Amazon.com is a Fortune 500 company based in Seattle, Washington. It is the global leader in e-commerce. It was founded by Jeff Bezos in 1995, and has significantly expanded its product offerings, international sites, and worldwide network of fulfillment and customer service centers.
Today, Amazon.com offers everything from books and electronics to tennis rackets and diamond jewelry and operates sites in the United Kingdom, Germany, France, Japan, Canada, and China and maintain over 25 fulfillment centers around the world which encompass more than 12 million square feet.
Their Strategy
Amazon.com’s strategy was to leverage their position of having acquired a network of customers, suppliers and partners (through their bookstore business) to expand into an online superstore offering books as well as music, videos, consumer electronics, toys, video games, software and a full line of home improvement products. This strategy led to declaration of Initial Public Offer (IPO) that netted $50 million.
How Information Technology factored into that Strategy
With the products expansion at amazon.com came increased customer base, complexity of warehousing, inventory management, distribution and fulfillment. For the most efficient service to be provided, several steps in the ordering process had to be automated. This was why they invested heavily to quickly develop the best-in-class retailing, fulfillment and customer service capabilities required to support such a rapidly growing and increasingly complex business.
By 2000, amazon.com had spent over $429 million to build this state of the art digital business infrastructure and operations that linked nine distribution centers and six customer service centers located across the United States, Europe and Asia.
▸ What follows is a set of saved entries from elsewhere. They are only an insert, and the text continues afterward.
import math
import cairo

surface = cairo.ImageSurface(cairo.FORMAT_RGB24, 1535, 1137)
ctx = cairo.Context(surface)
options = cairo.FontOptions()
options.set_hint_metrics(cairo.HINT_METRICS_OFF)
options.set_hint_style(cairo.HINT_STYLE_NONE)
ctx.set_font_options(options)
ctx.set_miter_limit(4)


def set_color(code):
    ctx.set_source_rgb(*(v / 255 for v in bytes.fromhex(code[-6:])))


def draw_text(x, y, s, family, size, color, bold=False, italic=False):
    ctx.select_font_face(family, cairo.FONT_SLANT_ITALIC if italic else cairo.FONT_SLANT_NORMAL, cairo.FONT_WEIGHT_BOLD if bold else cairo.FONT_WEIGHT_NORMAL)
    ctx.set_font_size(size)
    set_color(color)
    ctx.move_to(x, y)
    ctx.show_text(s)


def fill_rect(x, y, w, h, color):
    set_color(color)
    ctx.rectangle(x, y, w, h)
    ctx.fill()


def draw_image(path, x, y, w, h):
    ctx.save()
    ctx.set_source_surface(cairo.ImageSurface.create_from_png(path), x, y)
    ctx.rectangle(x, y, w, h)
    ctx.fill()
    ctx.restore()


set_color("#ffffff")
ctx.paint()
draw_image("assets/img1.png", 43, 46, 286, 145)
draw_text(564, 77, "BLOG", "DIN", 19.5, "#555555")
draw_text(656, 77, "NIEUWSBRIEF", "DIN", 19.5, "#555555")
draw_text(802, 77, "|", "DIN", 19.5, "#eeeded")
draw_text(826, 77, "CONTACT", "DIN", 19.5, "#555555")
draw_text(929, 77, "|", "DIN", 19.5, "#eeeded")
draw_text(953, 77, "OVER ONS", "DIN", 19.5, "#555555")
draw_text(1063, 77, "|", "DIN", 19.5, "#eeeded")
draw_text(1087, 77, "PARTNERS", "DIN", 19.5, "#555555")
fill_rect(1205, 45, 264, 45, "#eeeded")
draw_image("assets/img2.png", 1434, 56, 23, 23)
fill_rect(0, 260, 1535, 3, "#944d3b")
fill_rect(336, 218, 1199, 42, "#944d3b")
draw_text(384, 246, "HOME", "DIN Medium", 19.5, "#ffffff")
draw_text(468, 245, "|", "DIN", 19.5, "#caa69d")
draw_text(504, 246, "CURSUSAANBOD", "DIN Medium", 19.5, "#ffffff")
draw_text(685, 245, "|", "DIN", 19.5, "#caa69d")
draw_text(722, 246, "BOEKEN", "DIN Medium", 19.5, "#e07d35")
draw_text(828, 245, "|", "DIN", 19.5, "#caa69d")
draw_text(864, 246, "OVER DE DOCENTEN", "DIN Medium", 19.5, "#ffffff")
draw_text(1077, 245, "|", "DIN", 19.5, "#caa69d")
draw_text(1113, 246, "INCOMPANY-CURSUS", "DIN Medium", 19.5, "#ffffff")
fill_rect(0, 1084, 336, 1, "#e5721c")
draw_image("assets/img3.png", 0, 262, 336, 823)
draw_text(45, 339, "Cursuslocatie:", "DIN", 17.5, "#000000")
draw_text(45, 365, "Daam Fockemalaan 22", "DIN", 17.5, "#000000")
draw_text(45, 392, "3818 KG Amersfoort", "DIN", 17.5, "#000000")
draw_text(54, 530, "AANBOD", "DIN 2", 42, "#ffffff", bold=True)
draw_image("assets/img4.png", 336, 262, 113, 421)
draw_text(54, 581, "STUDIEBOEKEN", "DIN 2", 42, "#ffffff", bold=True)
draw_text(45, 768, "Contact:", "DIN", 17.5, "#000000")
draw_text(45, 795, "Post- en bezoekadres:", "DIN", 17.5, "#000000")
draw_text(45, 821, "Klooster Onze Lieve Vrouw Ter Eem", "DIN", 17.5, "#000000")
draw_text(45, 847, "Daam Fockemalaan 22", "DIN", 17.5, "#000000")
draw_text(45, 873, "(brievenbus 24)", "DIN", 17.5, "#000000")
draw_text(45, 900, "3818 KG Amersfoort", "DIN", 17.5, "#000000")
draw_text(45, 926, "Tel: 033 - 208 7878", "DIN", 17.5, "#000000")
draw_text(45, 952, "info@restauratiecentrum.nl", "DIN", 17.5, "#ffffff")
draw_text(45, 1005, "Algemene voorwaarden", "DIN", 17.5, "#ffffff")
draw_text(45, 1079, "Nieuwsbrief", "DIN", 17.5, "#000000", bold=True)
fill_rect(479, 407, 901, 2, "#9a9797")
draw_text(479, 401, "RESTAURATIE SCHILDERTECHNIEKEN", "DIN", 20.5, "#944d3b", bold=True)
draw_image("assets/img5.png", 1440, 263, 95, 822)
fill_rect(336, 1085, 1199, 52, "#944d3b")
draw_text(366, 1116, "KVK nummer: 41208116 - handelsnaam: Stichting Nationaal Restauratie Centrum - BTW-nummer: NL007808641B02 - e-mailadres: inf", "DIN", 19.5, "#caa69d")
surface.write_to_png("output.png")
That made it easy for them to partner with traditional retailers that wished to develop online retailing and take advantage of the network of customers that amazon.com already had in place.
The Market
The market was expanded as the dot-com boom arose. Amazon.com also took advantage of the internet to expand into international markets and by early 2001, it was selling products in over 160 countries.
Their Competition
Amazon.com’s competition ranges from retailers primarily in the music industry, video industry, book industry and entertainment industry to those in the apparel and accessories retail, auto parts retail, camera and optical goods retail sector. Other competitors not mentioned in the case study are ebay.com, Barnes and Noble Incorporated and Columbia house
Their Weakness
Their weakness to me was that they failed to form the right partnership early enough. They had partnerships with leading online retailers such as drugstore.com, living.com and pets.com but realized that the right partnership to be formed was with traditional retailers looking to develop online retailing capabilities.